I started buying convenient but healthy breakfast and lunch items, salad items, etc. at Trader Joes, two miles from my work, which I bike to.  Easy peasy!

I took leisurely but long rides on big holidays because i had those days off of work - paid!

Anybody can do these things, right?  It just takes willpower and nothing else - no commuter bike, no shower at work, no control over your time at work, no supportive spouse, no kids old enough to leave alone, no money to buy new clothes, etc.  Nope, just willpower.

Comment #184: Ms Kate  on  02/17  at  11:24 PM

Did I mention that my personal trainer helped me design a fitness plan that incorporates my desire to go outside and play as much as possible with weight training to help work around that arthritis in my knees that was detected via MRI?

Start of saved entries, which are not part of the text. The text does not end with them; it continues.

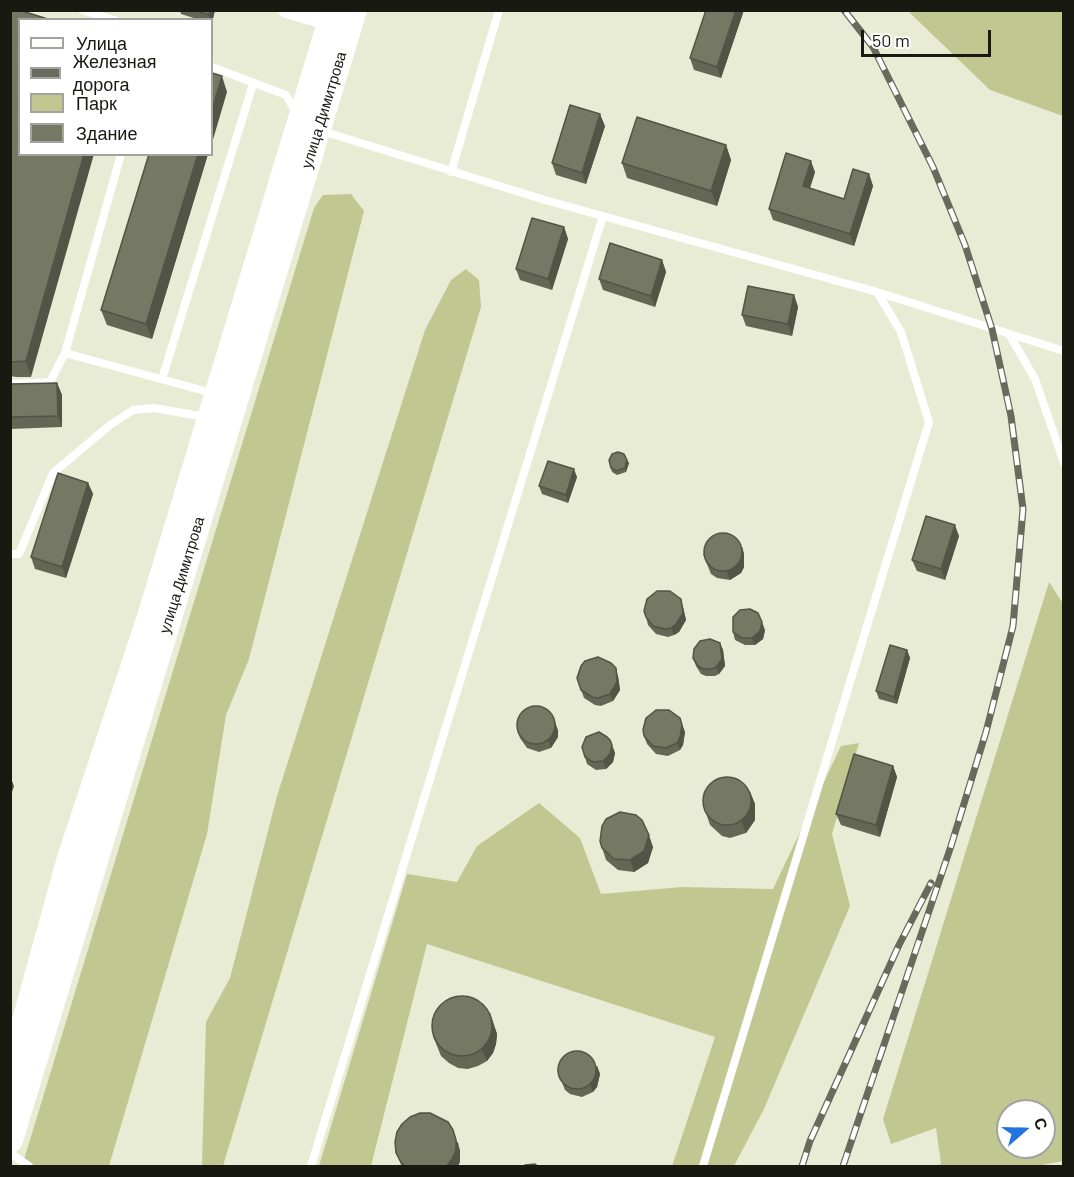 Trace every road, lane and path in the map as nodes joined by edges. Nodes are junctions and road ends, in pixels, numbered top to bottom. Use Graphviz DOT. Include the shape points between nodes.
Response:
graph roads {
  1 [pos="82,10"];
  2 [pos="286,10"];
  3 [pos="499,10"];
  4 [pos="108,18"];
  5 [pos="342,18"];
  6 [pos="213,67"];
  7 [pos="253,84"];
  8 [pos="310,126"];
  9 [pos="120,156"];
  10 [pos="451,172"];
  11 [pos="603,216"];
  12 [pos="877,292"];
  13 [pos="1009,334"];
  14 [pos="1064,351"];
  15 [pos="65,352"];
  16 [pos="162,379"];
  17 [pos="10,384"];
  18 [pos="213,406"];
  19 [pos="1064,464"];
  20 [pos="10,554"];
  21 [pos="24,1040"];
  22 [pos="10,1075"];
  23 [pos="10,1140"];
  24 [pos="10,1153"];
  25 [pos="29,1167"];
  26 [pos="311,1167"];
  27 [pos="703,1167"];
  1 -- 4 [label="lane"];
  2 -- 5 [label="street"];
  3 -- 10 [label="lane"];
  5 -- 8 [label="main road, улица Димитрова"];
  6 -- 7 [label="lane"];
  7 -- 8 [label="lane" via="286,95"];
  7 -- 16 [label="lane"];
  8 -- 10 [label="lane"];
  8 -- 18 [label="main road, улица Димитрова"];
  8 -- 21 [label="main road, улица Димитрова" via="235,397"];
  9 -- 15 [label="lane"];
  10 -- 11 [label="lane"];
  11 -- 12 [label="lane"];
  11 -- 26 [label="lane"];
  12 -- 13 [label="lane"];
  12 -- 27 [label="lane" via="901,332 929,422"];
  13 -- 14 [label="lane"];
  13 -- 19 [label="lane" via="1035,379"];
  15 -- 16 [label="lane"];
  15 -- 17 [label="lane" via="50,382"];
  16 -- 18 [label="lane"];
  18 -- 20 [label="lane" via="133,410 110,425 53,473 19,554"];
  18 -- 21 [label="main road, улица Димитрова" via="149,620 70,858"];
  21 -- 22 [label="main road, улица Димитрова"];
  21 -- 23 [label="main road, улица Димитрова"];
  24 -- 25 [label="lane"];
} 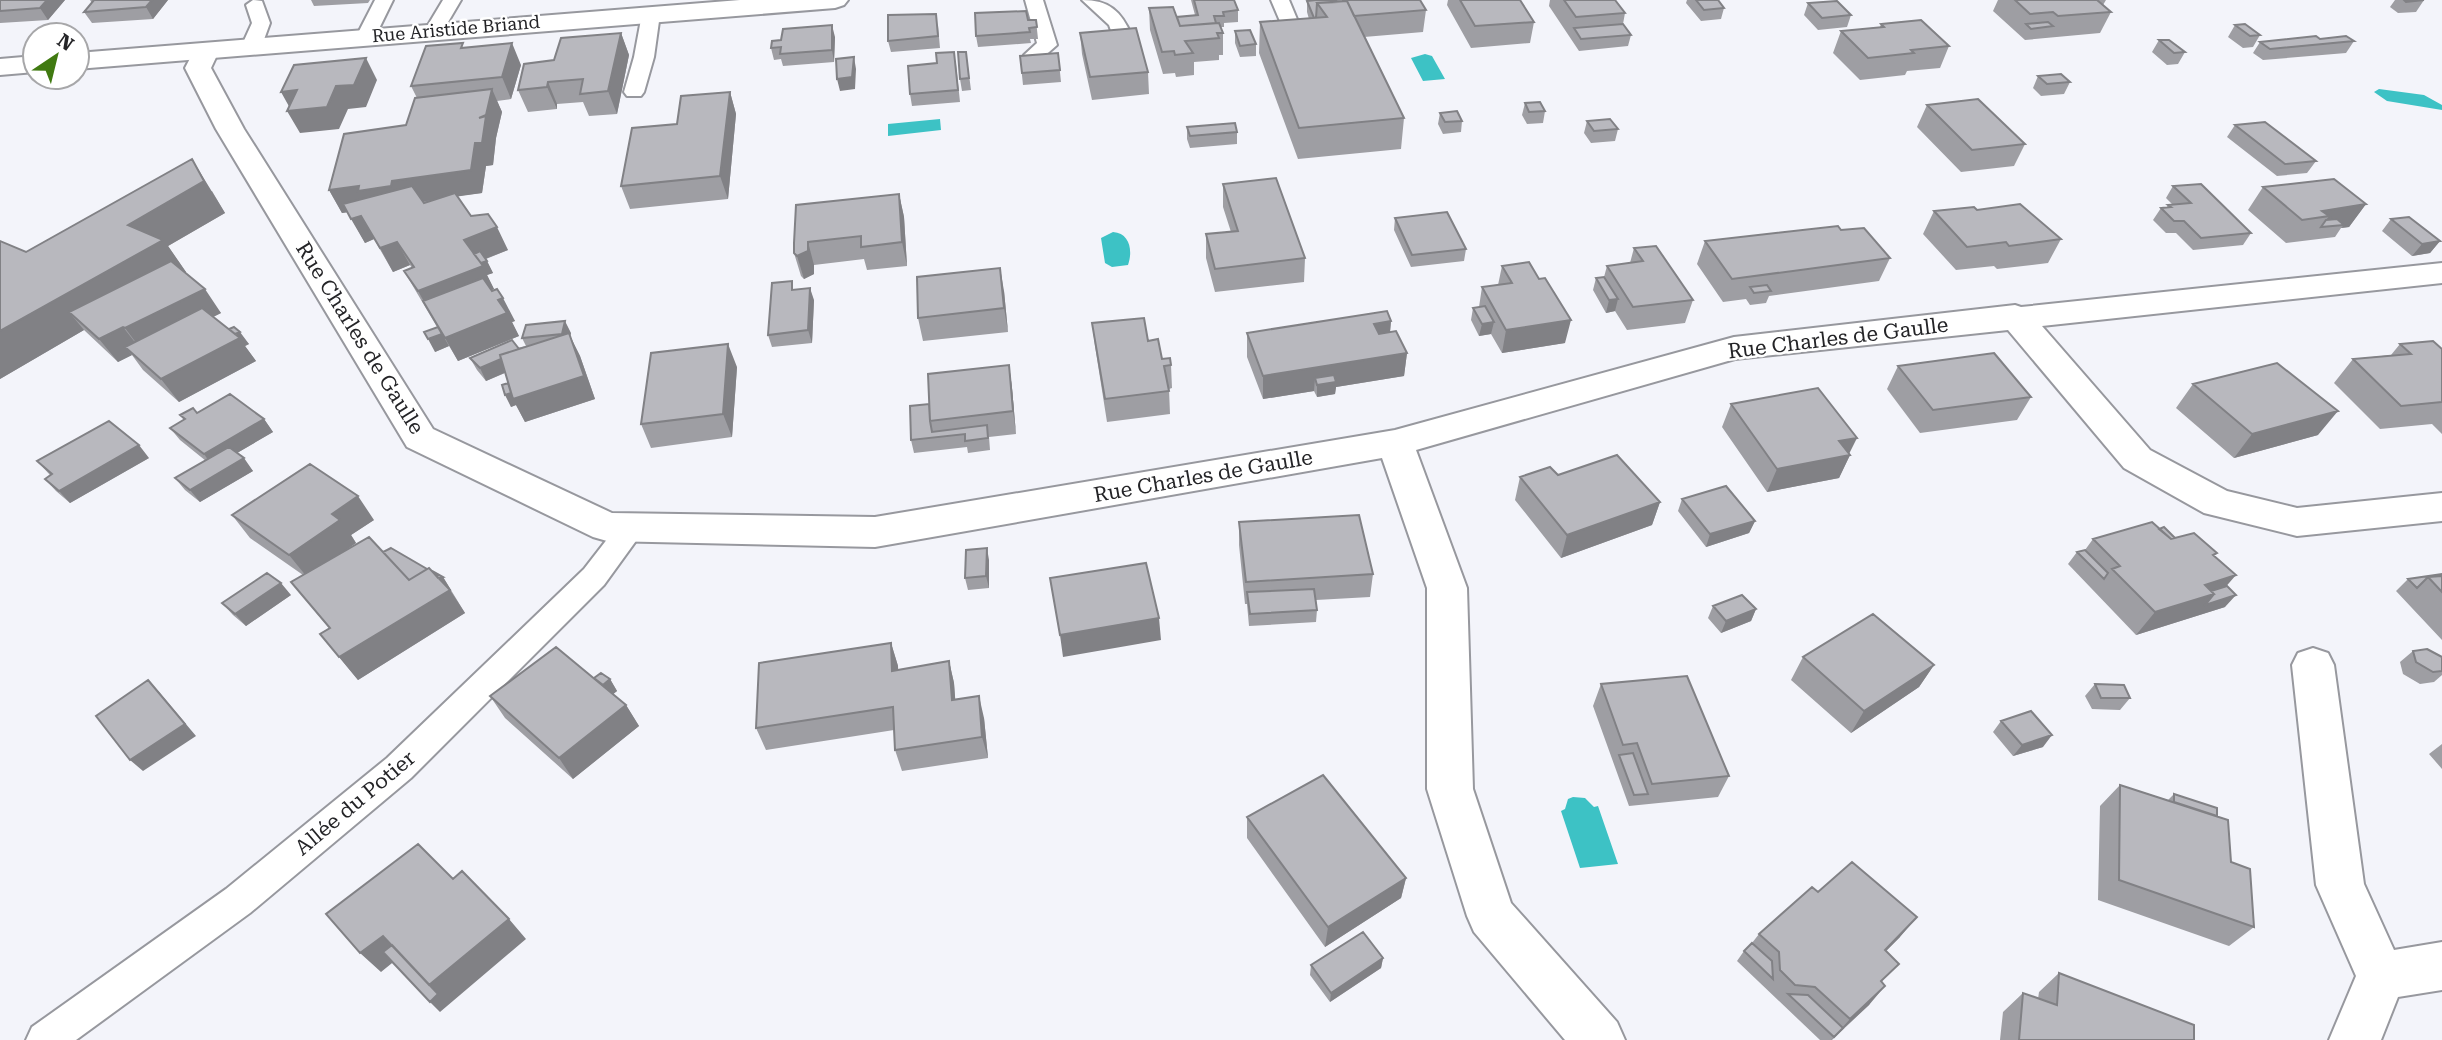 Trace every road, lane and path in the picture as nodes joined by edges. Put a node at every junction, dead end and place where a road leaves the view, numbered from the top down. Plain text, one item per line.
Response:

Comment #185: Ms Kate  on  02/18  at  12:11 AM

(continued from above)

he decision I came to was after finally owning up to the idea that my health wasn’t my exclusive property. I had a little kid who depended and depends on me being around, not just to survive, but also emotionally. I realized that no matter how much I love her and do things for her and teach her, if I died in 5 years from a heart attack, I would be a de facto bad father. That was what made me able to get past my own issues and rationalizations and excuses, and try to control what I could control—or at least test the limits of what I could, and be honest about it.

For proteins, I generally eat mostly soy or egg or chicken, since the calories are low; I can count on my hand the number of times I’ve had red meat in the past few years. I eat cheap stuff like rice and oatmeal and seasonal vegetables. There’s nothing exotic or prohibitively expensive, it just took some planning about meals and recipes. 

Here’s a picture of the rough “before and after.” The “before” is approximate because I avoided cameras like the plague when I was heavy, so I was probably actually 20lbs heavier, at my heaviest, than the before shot.

Also, those are 2 different babies, obviously. The before is my older daughter and the after is my younger.


http://s742.photobucket.com/albums/xx67/joshdobbin/?action=view&current=before_after.jpg

Comment #186: jdobbin  on  02/18  at  10:42 PM

Crap; There was a beginning part to the post above, but the whole post ran afoul of the 5000 word limit. It was responding to the “how, specifically, did you go about this” question asked above.  I don’t know how it got lost, I thought I posted one then the other.

Comment #187: jdobbin  on  02/19  at  09:23 AM

Kevin Smith has paid his weight watching dues. He’s done the whole internalized fat phobia thing, still appears to be doing it as far as I can tell. All it’s brought him is the physique that some feel to criticise. It’s important that people stop pretending that the ability to diet makes you thin, or thinner, it doesn’t, it’s made many fat and fatter than they would otherwise have been.

‘Watching your weight’ often looks like Kevin Smith, trying again looks like him too, wake up to that fact.